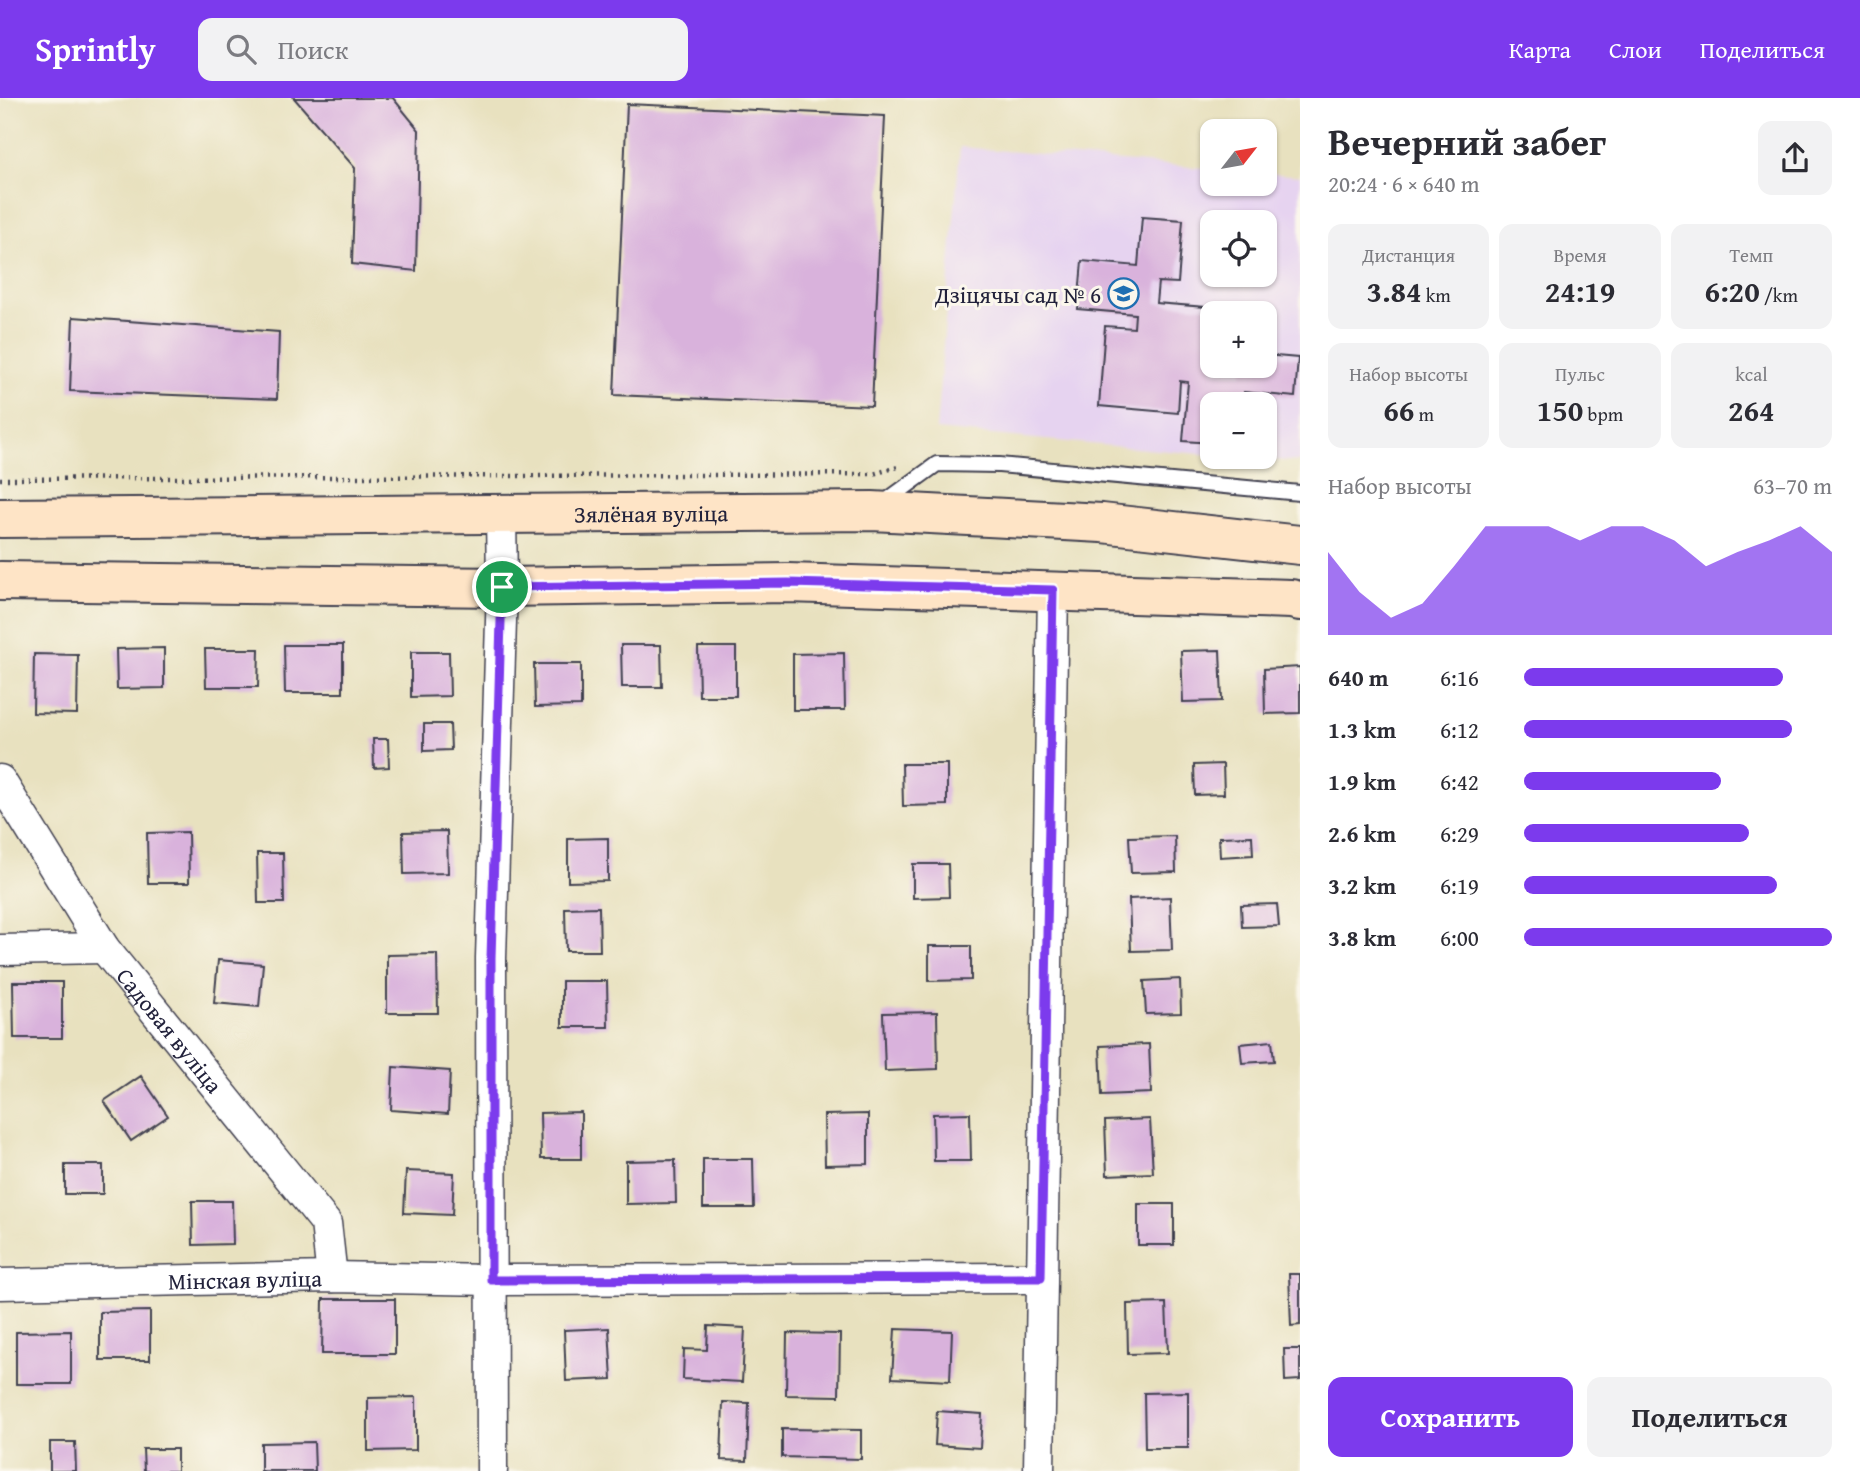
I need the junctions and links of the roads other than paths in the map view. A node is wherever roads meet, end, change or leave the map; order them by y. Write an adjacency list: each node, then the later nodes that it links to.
1 (1300, 494): 2 (lane)
2 (872, 510): 3 (main road, Зялёная вуліца); 5 (main road, Зялёная вуліца)
3 (501, 513): 4 (main road, Зялёная вуліца); 7 (street)
4 (0, 518)
5 (1300, 545)
6 (0, 581): 7 (main road)
7 (502, 587): 8 (main road); 15 (street)
8 (1053, 590): 9 (main road); 14 (street)
9 (1300, 601)
10 (0, 780): 11 (street, Садовая вуліца)
11 (104, 948): 12 (street); 13 (street, Садовая вуліца)
12 (0, 950)
13 (332, 1277): 15 (street, Мінская вуліца); 16 (street, Мінская вуліца)
14 (1041, 1278): 15 (street); 18 (street)
15 (491, 1280): 17 (street)
16 (0, 1284)
17 (492, 1471)
18 (1039, 1471)

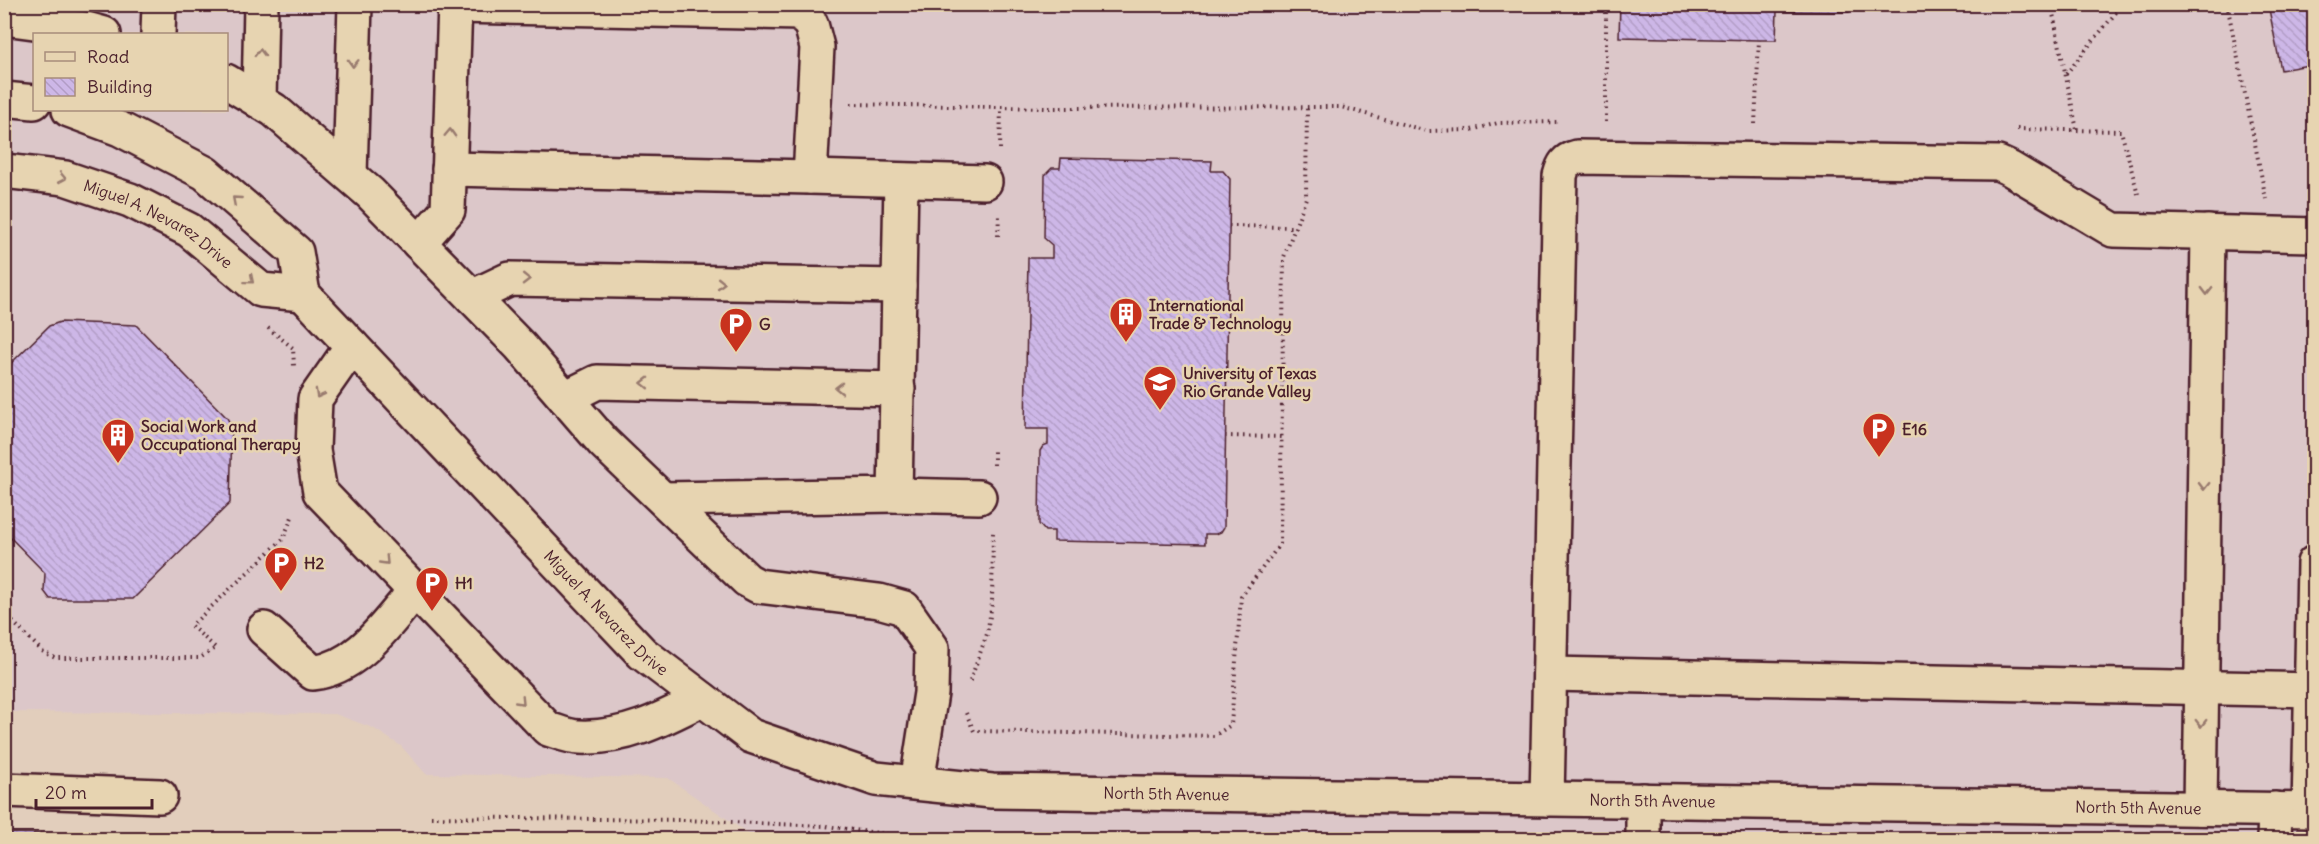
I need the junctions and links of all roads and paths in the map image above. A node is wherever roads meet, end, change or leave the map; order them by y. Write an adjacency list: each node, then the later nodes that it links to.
1 (159, 4): 12 (street)
2 (261, 4): 17 (street, one-way to 2)
3 (355, 4): 26 (street, one-way to 26)
4 (1606, 4): 21 (path)
5 (2051, 4): 14 (path)
6 (2123, 4): 14 (path)
7 (2227, 4): 30 (path)
8 (455, 5): 24 (street, one-way to 8); 27 (street)
9 (4, 18): 10 (street)
10 (64, 22): 11 (street)
11 (100, 33)
12 (158, 33)
13 (1759, 40): 22 (path)
14 (2066, 75): 23 (path)
15 (228, 82): 17 (street)
16 (4, 99): 18 (street)
17 (259, 101): 26 (street)
18 (33, 102)
19 (1307, 107): 32 (path)
20 (72, 111): 37 (street, one-way to 20)
21 (1606, 123)
22 (1755, 125)
23 (2077, 130)
24 (449, 169): 27 (street); 35 (street)
25 (4, 171): 37 (street, Miguel A. Nevarez Drive, one-way to 37)
26 (350, 175): 35 (street)
27 (810, 177): 28 (street)
28 (901, 181): 29 (street); 36 (street)
29 (985, 182)
30 (2267, 203)
31 (1229, 226): 32 (path)
32 (1295, 228): 45 (path)
33 (2208, 232): 34 (street); 55 (street); 57 (street, one-way to 57)
34 (2314, 235)
35 (419, 243): 38 (street)
36 (899, 286): 38 (street, one-way to 36); 42 (street)
37 (303, 294): 40 (street, Miguel A. Nevarez Drive)
38 (472, 297): 43 (street)
39 (261, 321): 41 (path)
40 (352, 346): 52 (street, one-way to 52); 59 (street, Miguel A. Nevarez Drive)
41 (294, 369)
42 (898, 389): 43 (street, one-way to 43); 47 (street)
43 (565, 398): 49 (street)
44 (1225, 436): 45 (path)
45 (1282, 437): 60 (path)
46 (994, 451): 48 (path)
47 (896, 495): 48 (street); 49 (street)
48 (989, 497): 56 (path)
49 (663, 499): 61 (street)
50 (293, 510): 53 (path)
51 (2314, 563): 58 (street)
52 (414, 591): 54 (street); 59 (street, one-way to 59)
53 (4, 613)
54 (264, 629)
55 (1550, 674): 57 (street); 65 (street)
56 (969, 683)
57 (2201, 688): 58 (street); 67 (street, one-way to 67)
58 (2313, 689): 68 (street)
59 (702, 699): 61 (street, Miguel A. Nevarez Drive)
60 (962, 703)
61 (917, 783): 63 (street, Miguel A. Nevarez Drive)
62 (4, 790): 64 (street)
63 (992, 791): 65 (street, North 5th Avenue)
64 (160, 795)
65 (1547, 799): 66 (street, North 5th Avenue)
66 (1643, 800): 67 (street, North 5th Avenue); 72 (street)
67 (2200, 808): 70 (street, North 5th Avenue)
68 (2312, 810): 70 (street, North 5th Avenue)
69 (431, 817): 71 (path)
70 (2274, 825)
71 (953, 840)
72 (1643, 840)

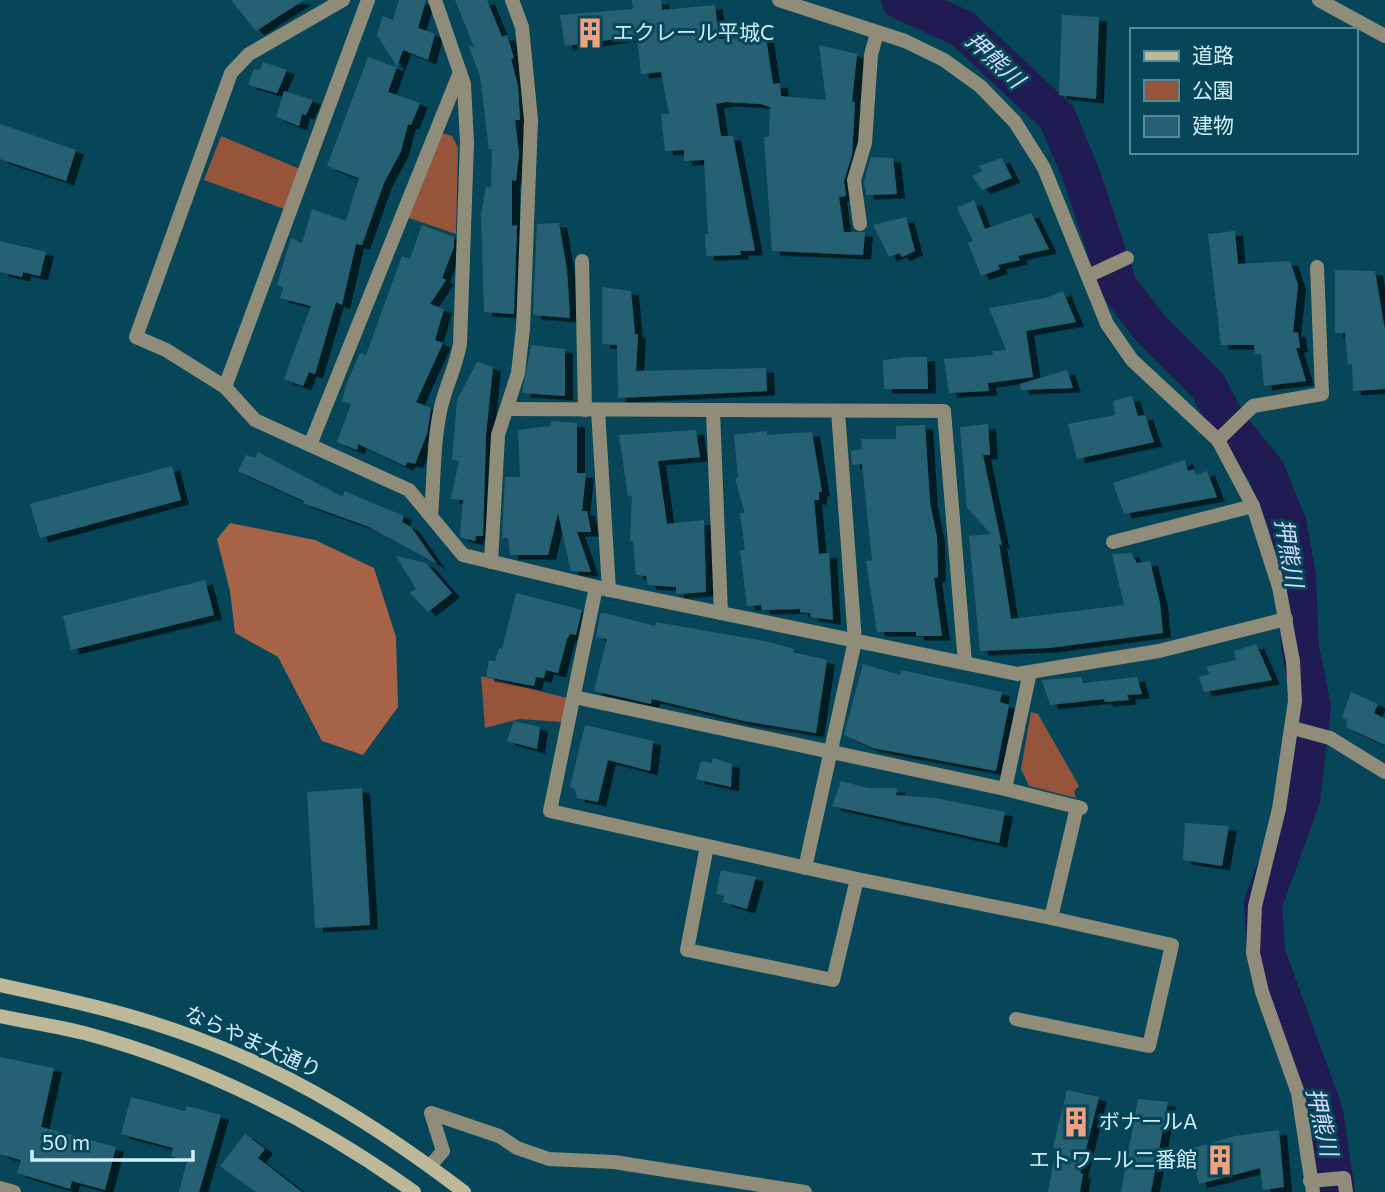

> Work to complete
Reproduce every line above as written, skipping pictures.

> Result
I need the junctions and links of the roads other than paths in the map view. A node is wherever roads meet, end, change or leave the map; order them by y. Write an adjacency list: each node, then the later nodes that it links to.
1 (1300, 494): 2 (lane)
2 (872, 510): 3 (main road, Зялёная вуліца); 5 (main road, Зялёная вуліца)
3 (501, 513): 4 (main road, Зялёная вуліца); 7 (street)
4 (0, 518)
5 (1300, 545)
6 (0, 581): 7 (main road)
7 (502, 587): 8 (main road); 15 (street)
8 (1053, 590): 9 (main road); 14 (street)
9 (1300, 601)
10 (0, 780): 11 (street, Садовая вуліца)
11 (104, 948): 12 (street); 13 (street, Садовая вуліца)
12 (0, 950)
13 (332, 1277): 15 (street, Мінская вуліца); 16 (street, Мінская вуліца)
14 (1041, 1278): 15 (street); 18 (street)
15 (491, 1280): 17 (street)
16 (0, 1284)
17 (492, 1471)
18 (1039, 1471)

I need the junctions and links of all roads and paths in the map image above. A node is wherever roads meet, end, change or leave the map; order them by y. Write an adjacency list: each node, then the later nodes that it links to.
1 (159, 4): 12 (street)
2 (261, 4): 17 (street, one-way to 2)
3 (355, 4): 26 (street, one-way to 26)
4 (1606, 4): 21 (path)
5 (2051, 4): 14 (path)
6 (2123, 4): 14 (path)
7 (2227, 4): 30 (path)
8 (455, 5): 24 (street, one-way to 8); 27 (street)
9 (4, 18): 10 (street)
10 (64, 22): 11 (street)
11 (100, 33)
12 (158, 33)
13 (1759, 40): 22 (path)
14 (2066, 75): 23 (path)
15 (228, 82): 17 (street)
16 (4, 99): 18 (street)
17 (259, 101): 26 (street)
18 (33, 102)
19 (1307, 107): 32 (path)
20 (72, 111): 37 (street, one-way to 20)
21 (1606, 123)
22 (1755, 125)
23 (2077, 130)
24 (449, 169): 27 (street); 35 (street)
25 (4, 171): 37 (street, Miguel A. Nevarez Drive, one-way to 37)
26 (350, 175): 35 (street)
27 (810, 177): 28 (street)
28 (901, 181): 29 (street); 36 (street)
29 (985, 182)
30 (2267, 203)
31 (1229, 226): 32 (path)
32 (1295, 228): 45 (path)
33 (2208, 232): 34 (street); 55 (street); 57 (street, one-way to 57)
34 (2314, 235)
35 (419, 243): 38 (street)
36 (899, 286): 38 (street, one-way to 36); 42 (street)
37 (303, 294): 40 (street, Miguel A. Nevarez Drive)
38 (472, 297): 43 (street)
39 (261, 321): 41 (path)
40 (352, 346): 52 (street, one-way to 52); 59 (street, Miguel A. Nevarez Drive)
41 (294, 369)
42 (898, 389): 43 (street, one-way to 43); 47 (street)
43 (565, 398): 49 (street)
44 (1225, 436): 45 (path)
45 (1282, 437): 60 (path)
46 (994, 451): 48 (path)
47 (896, 495): 48 (street); 49 (street)
48 (989, 497): 56 (path)
49 (663, 499): 61 (street)
50 (293, 510): 53 (path)
51 (2314, 563): 58 (street)
52 (414, 591): 54 (street); 59 (street, one-way to 59)
53 (4, 613)
54 (264, 629)
55 (1550, 674): 57 (street); 65 (street)
56 (969, 683)
57 (2201, 688): 58 (street); 67 (street, one-way to 67)
58 (2313, 689): 68 (street)
59 (702, 699): 61 (street, Miguel A. Nevarez Drive)
60 (962, 703)
61 (917, 783): 63 (street, Miguel A. Nevarez Drive)
62 (4, 790): 64 (street)
63 (992, 791): 65 (street, North 5th Avenue)
64 (160, 795)
65 (1547, 799): 66 (street, North 5th Avenue)
66 (1643, 800): 67 (street, North 5th Avenue); 72 (street)
67 (2200, 808): 70 (street, North 5th Avenue)
68 (2312, 810): 70 (street, North 5th Avenue)
69 (431, 817): 71 (path)
70 (2274, 825)
71 (953, 840)
72 (1643, 840)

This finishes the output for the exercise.